Stored data
╔══
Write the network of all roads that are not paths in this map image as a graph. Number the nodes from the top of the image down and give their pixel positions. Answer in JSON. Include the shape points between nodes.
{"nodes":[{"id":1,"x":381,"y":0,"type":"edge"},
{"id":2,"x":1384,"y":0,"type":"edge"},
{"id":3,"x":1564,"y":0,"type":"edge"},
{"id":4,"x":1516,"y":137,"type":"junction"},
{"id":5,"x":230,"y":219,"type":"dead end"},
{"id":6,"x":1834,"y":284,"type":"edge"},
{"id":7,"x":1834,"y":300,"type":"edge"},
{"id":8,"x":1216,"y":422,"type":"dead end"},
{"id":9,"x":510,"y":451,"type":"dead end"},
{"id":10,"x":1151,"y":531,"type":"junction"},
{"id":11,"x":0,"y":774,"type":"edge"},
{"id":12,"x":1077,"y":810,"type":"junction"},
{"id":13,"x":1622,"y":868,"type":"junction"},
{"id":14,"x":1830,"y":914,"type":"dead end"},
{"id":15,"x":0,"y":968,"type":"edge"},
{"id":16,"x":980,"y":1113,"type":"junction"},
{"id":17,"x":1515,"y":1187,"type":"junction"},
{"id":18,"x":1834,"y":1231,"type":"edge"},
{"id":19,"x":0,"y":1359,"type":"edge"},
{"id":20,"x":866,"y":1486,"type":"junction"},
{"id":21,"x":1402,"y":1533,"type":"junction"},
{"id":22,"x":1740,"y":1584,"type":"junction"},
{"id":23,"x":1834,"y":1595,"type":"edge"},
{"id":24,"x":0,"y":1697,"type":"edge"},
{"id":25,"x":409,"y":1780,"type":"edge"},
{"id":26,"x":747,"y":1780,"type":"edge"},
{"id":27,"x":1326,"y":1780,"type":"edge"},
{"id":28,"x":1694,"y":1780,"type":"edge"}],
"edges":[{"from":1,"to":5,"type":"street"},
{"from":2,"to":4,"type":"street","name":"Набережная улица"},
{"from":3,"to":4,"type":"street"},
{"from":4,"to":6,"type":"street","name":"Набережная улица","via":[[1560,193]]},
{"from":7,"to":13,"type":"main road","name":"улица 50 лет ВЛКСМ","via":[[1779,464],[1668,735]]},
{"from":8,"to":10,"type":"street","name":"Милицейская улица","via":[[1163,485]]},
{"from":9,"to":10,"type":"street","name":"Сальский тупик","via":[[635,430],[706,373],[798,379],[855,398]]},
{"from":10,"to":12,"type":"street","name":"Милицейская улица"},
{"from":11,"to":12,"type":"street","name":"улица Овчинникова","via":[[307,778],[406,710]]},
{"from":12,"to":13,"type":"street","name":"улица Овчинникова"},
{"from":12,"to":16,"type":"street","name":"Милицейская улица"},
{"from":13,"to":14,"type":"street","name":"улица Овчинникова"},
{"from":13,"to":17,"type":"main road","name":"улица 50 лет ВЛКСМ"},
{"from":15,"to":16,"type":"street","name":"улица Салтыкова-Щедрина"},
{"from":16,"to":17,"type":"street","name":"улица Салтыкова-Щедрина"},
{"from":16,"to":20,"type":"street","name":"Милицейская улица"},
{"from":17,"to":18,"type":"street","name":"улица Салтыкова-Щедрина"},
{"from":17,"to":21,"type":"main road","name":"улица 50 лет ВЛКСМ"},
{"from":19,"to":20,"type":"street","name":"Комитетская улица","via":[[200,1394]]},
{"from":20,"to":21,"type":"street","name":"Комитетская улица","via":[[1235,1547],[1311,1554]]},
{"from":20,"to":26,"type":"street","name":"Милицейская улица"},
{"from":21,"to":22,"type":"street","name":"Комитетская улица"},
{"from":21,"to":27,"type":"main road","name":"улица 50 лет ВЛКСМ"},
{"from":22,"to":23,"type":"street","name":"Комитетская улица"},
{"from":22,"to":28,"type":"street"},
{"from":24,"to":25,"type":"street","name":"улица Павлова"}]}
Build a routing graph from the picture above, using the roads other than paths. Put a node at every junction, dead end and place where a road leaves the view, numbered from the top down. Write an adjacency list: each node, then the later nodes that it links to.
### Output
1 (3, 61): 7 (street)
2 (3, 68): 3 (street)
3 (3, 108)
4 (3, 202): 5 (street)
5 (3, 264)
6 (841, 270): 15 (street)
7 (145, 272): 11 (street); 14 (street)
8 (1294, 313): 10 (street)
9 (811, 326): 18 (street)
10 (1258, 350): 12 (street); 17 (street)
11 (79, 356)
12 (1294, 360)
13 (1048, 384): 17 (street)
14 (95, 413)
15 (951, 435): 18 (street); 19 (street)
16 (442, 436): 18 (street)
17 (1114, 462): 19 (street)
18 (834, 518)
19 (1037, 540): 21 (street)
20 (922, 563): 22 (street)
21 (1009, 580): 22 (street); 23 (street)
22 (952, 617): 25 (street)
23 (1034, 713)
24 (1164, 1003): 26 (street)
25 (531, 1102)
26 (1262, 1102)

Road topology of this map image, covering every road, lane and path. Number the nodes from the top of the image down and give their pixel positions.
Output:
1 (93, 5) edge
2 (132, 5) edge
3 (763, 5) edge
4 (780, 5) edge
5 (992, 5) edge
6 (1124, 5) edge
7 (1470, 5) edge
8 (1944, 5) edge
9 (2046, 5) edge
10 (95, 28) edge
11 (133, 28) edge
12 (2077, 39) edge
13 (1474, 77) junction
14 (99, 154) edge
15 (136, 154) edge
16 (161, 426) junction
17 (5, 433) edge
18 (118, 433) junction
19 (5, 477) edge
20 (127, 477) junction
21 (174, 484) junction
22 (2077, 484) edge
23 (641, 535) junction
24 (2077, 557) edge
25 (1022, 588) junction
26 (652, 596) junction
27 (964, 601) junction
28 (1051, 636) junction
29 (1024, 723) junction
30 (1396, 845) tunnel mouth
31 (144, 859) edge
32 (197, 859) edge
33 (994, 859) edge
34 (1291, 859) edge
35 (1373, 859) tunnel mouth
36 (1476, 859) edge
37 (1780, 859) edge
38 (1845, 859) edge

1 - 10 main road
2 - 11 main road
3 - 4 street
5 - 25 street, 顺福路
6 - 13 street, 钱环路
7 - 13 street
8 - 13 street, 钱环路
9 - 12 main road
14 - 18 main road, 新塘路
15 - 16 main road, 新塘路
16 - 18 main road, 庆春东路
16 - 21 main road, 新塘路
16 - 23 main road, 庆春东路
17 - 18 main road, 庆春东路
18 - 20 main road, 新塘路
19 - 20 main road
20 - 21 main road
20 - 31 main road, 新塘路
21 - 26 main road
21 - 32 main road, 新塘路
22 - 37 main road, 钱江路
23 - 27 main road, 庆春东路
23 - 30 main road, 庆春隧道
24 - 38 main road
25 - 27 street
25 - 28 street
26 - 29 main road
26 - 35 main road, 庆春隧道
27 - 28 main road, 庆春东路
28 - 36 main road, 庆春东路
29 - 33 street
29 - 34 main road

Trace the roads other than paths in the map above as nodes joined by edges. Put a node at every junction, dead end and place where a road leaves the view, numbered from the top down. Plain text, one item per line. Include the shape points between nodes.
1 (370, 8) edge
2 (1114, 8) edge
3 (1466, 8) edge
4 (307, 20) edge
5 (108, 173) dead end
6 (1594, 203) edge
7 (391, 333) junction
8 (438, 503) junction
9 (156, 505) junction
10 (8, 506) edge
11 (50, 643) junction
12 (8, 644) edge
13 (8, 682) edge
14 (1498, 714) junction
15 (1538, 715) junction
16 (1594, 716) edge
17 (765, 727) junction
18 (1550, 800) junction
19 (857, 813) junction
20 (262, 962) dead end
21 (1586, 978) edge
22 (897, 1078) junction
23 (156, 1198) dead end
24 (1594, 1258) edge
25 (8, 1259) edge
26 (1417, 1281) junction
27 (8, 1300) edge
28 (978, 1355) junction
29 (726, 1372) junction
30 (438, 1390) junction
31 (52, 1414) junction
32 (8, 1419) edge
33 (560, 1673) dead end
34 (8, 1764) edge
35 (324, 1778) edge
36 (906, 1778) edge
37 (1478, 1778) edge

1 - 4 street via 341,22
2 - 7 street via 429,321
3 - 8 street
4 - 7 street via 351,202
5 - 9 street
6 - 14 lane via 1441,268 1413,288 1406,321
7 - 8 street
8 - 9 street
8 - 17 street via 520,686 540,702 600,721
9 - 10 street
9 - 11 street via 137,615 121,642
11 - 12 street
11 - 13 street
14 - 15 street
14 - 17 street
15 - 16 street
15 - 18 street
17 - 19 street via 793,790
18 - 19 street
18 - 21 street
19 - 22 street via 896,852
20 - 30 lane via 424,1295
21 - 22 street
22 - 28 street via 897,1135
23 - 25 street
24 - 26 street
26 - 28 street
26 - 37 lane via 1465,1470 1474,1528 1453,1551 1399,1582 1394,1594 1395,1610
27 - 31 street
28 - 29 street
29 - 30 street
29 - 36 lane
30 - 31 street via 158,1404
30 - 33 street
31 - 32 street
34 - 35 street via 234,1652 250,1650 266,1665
╚══
_YOUR GOAL_. Your task is to copy every line in the entries that holds the string "other".

_EXPECTED ANSWER_.
Build a routing graph from the picture above, using the roads other than paths. Put a node at every junction, dead end and place where a road leaves the view, numbered from the top down. Write an adjacency list: each node, then the later nodes that it links to.
Trace the roads other than paths in the map above as nodes joined by edges. Put a node at every junction, dead end and place where a road leaves the view, numbered from the top down. Plain text, one item per line. Include the shape points between nodes.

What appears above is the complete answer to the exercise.